The district court found that Jones acquired permanent status. In challenging this finding the city relies on the December 11, 1985, letter which is quoted above, informing Jones that if he failed the EMT-A test after three attempts he would be processed for dismissal.

The district court ruling must be upheld for a combination of reasons. The chief's letter did not state whether Jones was to be processed for dismissal as a probationary employee or as a permanent employee. Neither did it state that Jones was being retained as a probationary employee.

The city regarded Jones as a permanent employee. He was given a pay raise on the first anniversary of his employment. The city manager, not the fire chief, signed the notification of the raise as appointing authority. In unrelated litigation in federal court the city certified that Jones completed his probationary period and was a permanent employee.

We conclude that Jones became a permanent employee before the city undertook to discharge him. A similar result was reached in Albano v. Kirby, 36 N.Y.2d 526, 369 N.Y.S.2d 655, 330 N.E.2d 615 (1975).

IV. The city also contends Jones should not have been allowed to challenge his discharge through the collective bargaining *109 agreement because, it is said, the dismissal was not for disciplinary reasons but because Jones failed to meet minimum qualifications for retention, a matter not grievable under the bargaining agreement.

Arbitration of a particular grievance should not be denied unless it is clear that the arbitration clause must be interpreted to preclude it. Doubts should be resolved in favor of coverage. See Sergeant Bluff-Luton Educ. Ass'n v. Sergeant Bluff-Luton Community School Dist., 282 N.W.2d 144, 147-48 (Iowa 1979).

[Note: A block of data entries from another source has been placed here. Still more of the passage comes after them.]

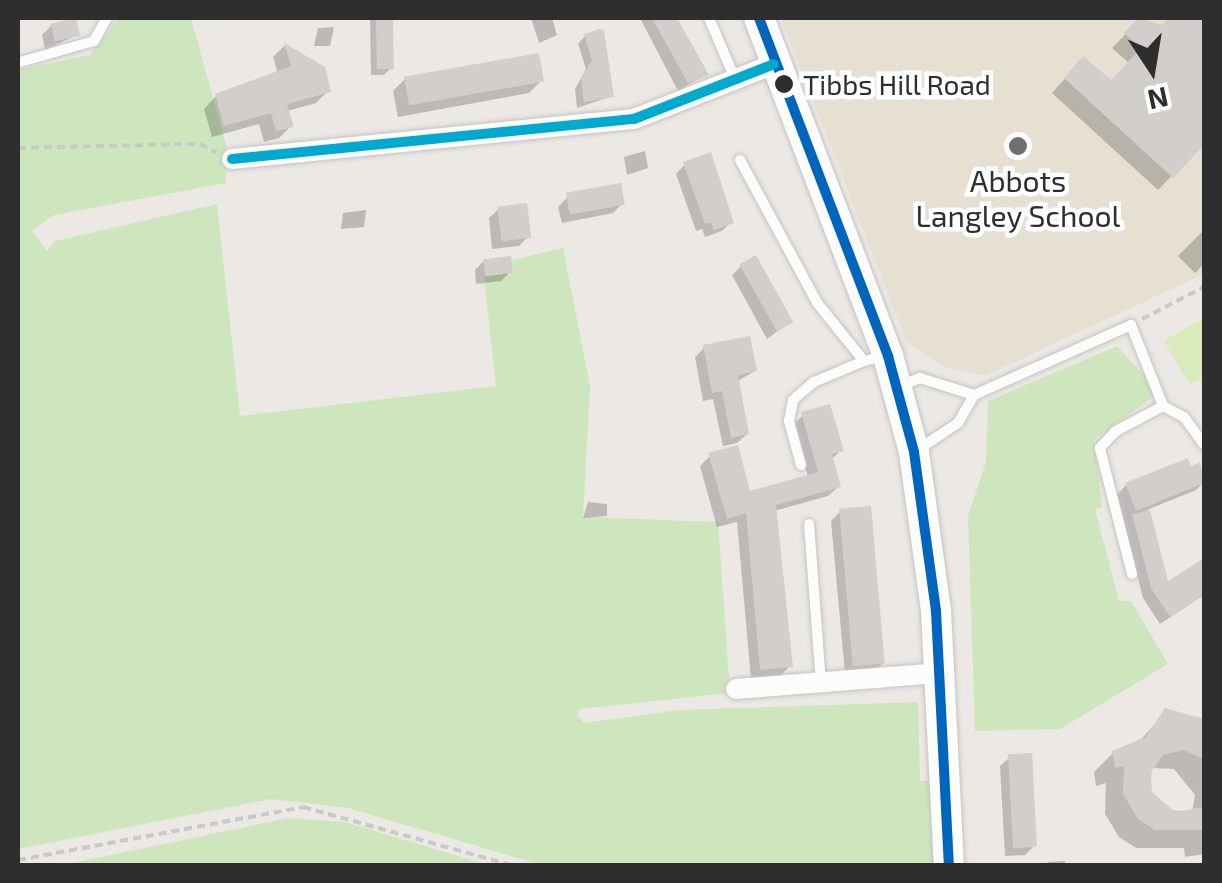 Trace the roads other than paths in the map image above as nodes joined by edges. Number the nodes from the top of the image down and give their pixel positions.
1 (108, 18) edge
2 (709, 18) edge
3 (759, 18) edge
4 (20, 62) edge
5 (774, 64) junction
6 (735, 80) junction
7 (232, 159) road end
8 (740, 160) dead end
9 (876, 358) junction
10 (898, 387) junction
11 (974, 395) junction
12 (1163, 406) junction
13 (1204, 445) edge
14 (914, 452) junction
15 (801, 466) dead end
16 (810, 524) dead end
17 (1132, 574) dead end
18 (940, 673) junction
19 (821, 682) junction
20 (736, 689) dead end
21 (949, 866) edge

1 - 4 lane
2 - 6 lane
3 - 5 street
5 - 6 street
5 - 9 street
6 - 7 street
8 - 9 lane
9 - 10 street
9 - 15 lane
10 - 11 lane
10 - 14 street
11 - 12 lane
11 - 14 lane
12 - 13 lane
12 - 17 lane
14 - 18 street
16 - 19 lane
18 - 19 street
18 - 21 street
19 - 20 street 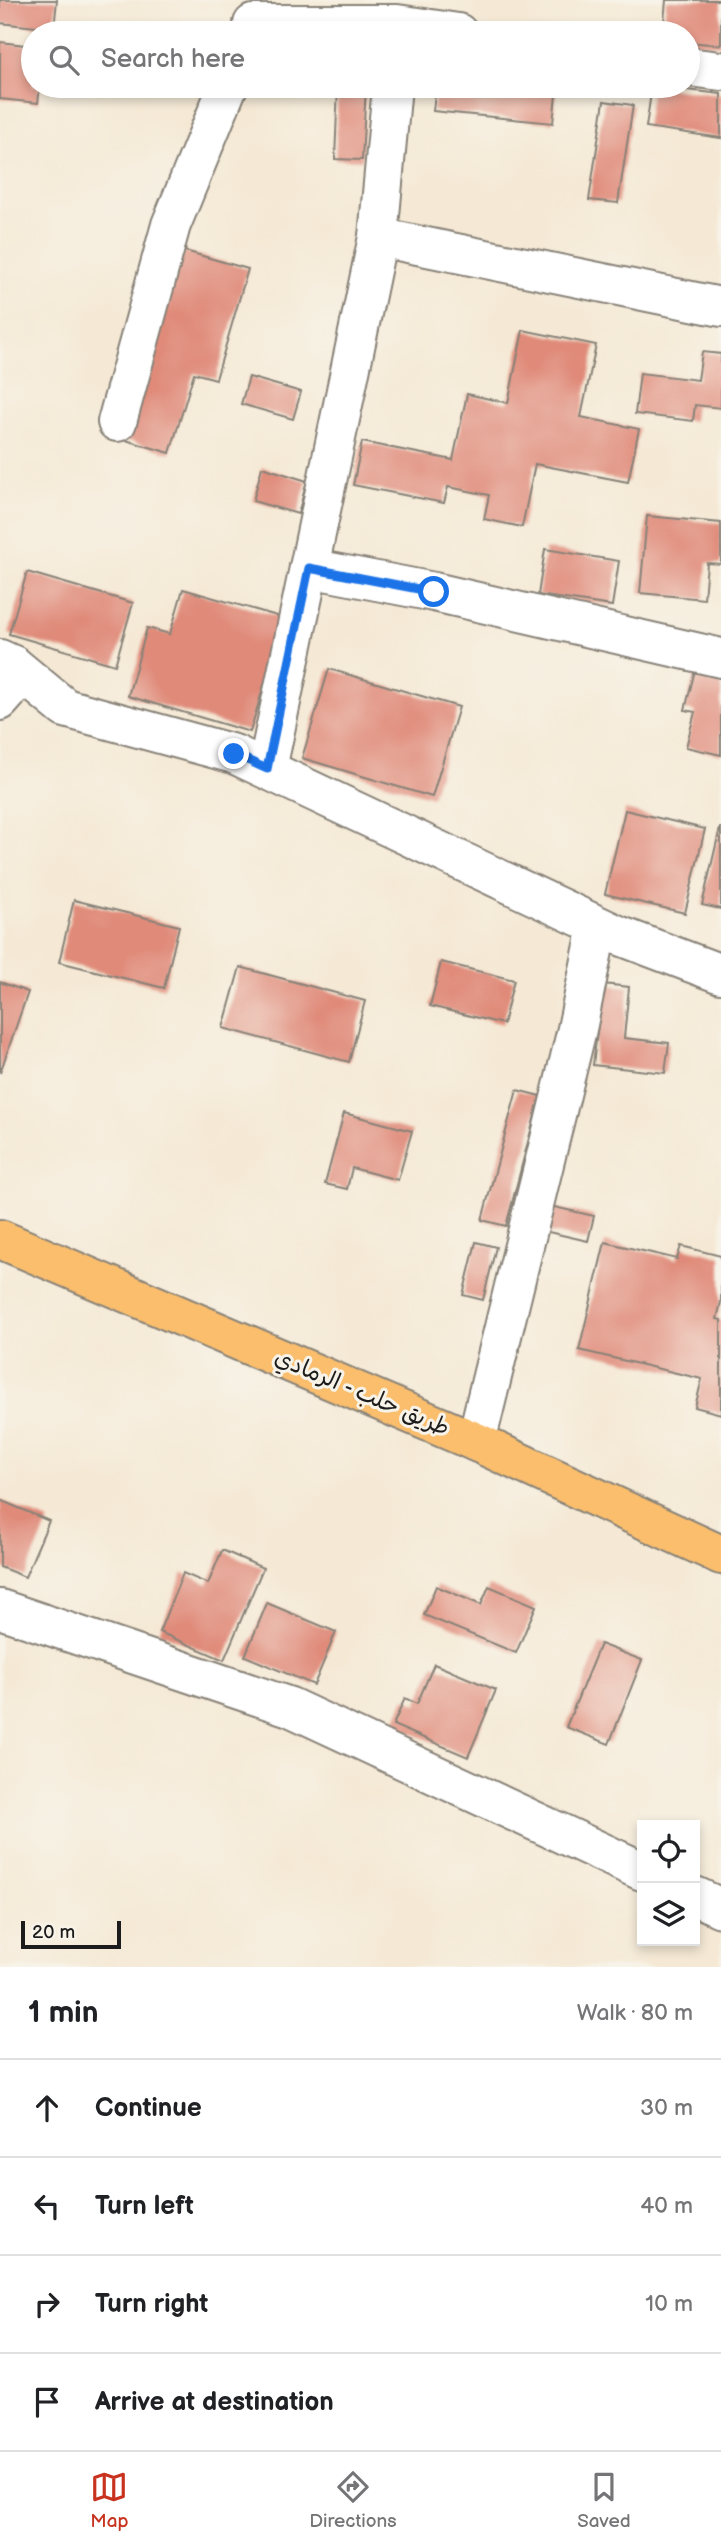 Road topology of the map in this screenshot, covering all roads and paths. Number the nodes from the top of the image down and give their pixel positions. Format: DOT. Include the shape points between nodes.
graph roads {
  1 [pos="252,19"];
  2 [pos="281,21"];
  3 [pos="700,68"];
  4 [pos="721,71"];
  5 [pos="223,98"];
  6 [pos="391,98"];
  7 [pos="379,237"];
  8 [pos="721,307"];
  9 [pos="117,422"];
  10 [pos="309,568"];
  11 [pos="721,658"];
  12 [pos="6,662"];
  13 [pos="0,701"];
  14 [pos="267,769"];
  15 [pos="598,926"];
  16 [pos="721,974"];
  17 [pos="0,1239"];
  18 [pos="476,1442"];
  19 [pos="721,1555"];
  20 [pos="0,1608"];
  21 [pos="637,1869"];
  22 [pos="700,1898"];
  23 [pos="721,1908"];
  1 -- 2 [label="street"];
  3 -- 4 [label="street"];
  5 -- 9 [label="street" via="171,225"];
  6 -- 7 [label="street"];
  7 -- 8 [label="street"];
  7 -- 10 [label="street"];
  10 -- 11 [label="street"];
  10 -- 14 [label="street"];
  12 -- 13 [label="street" via="8,692"];
  12 -- 14 [label="street" via="65,708 234,754"];
  14 -- 15 [label="street"];
  15 -- 16 [label="street"];
  15 -- 18 [label="street" via="574,1043"];
  17 -- 18 [label="highway, طريق حلب - الرمادي"];
  18 -- 19 [label="highway, طريق حلب - الرمادي"];
  20 -- 21 [label="street" via="290,1707"];
  22 -- 23 [label="street"];
}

Demotion and discharge are among the matters which are expressly mentioned for inclusion in the disciplinary action section of the collective bargaining agreement. Although the words (demotion and discharge) are not repeated in the grievance procedure section they are plainly intended for application there. This is because, under the agreement, any disciplinary action may be challenged through the contract's grievance procedure. The district court was correct in so holding.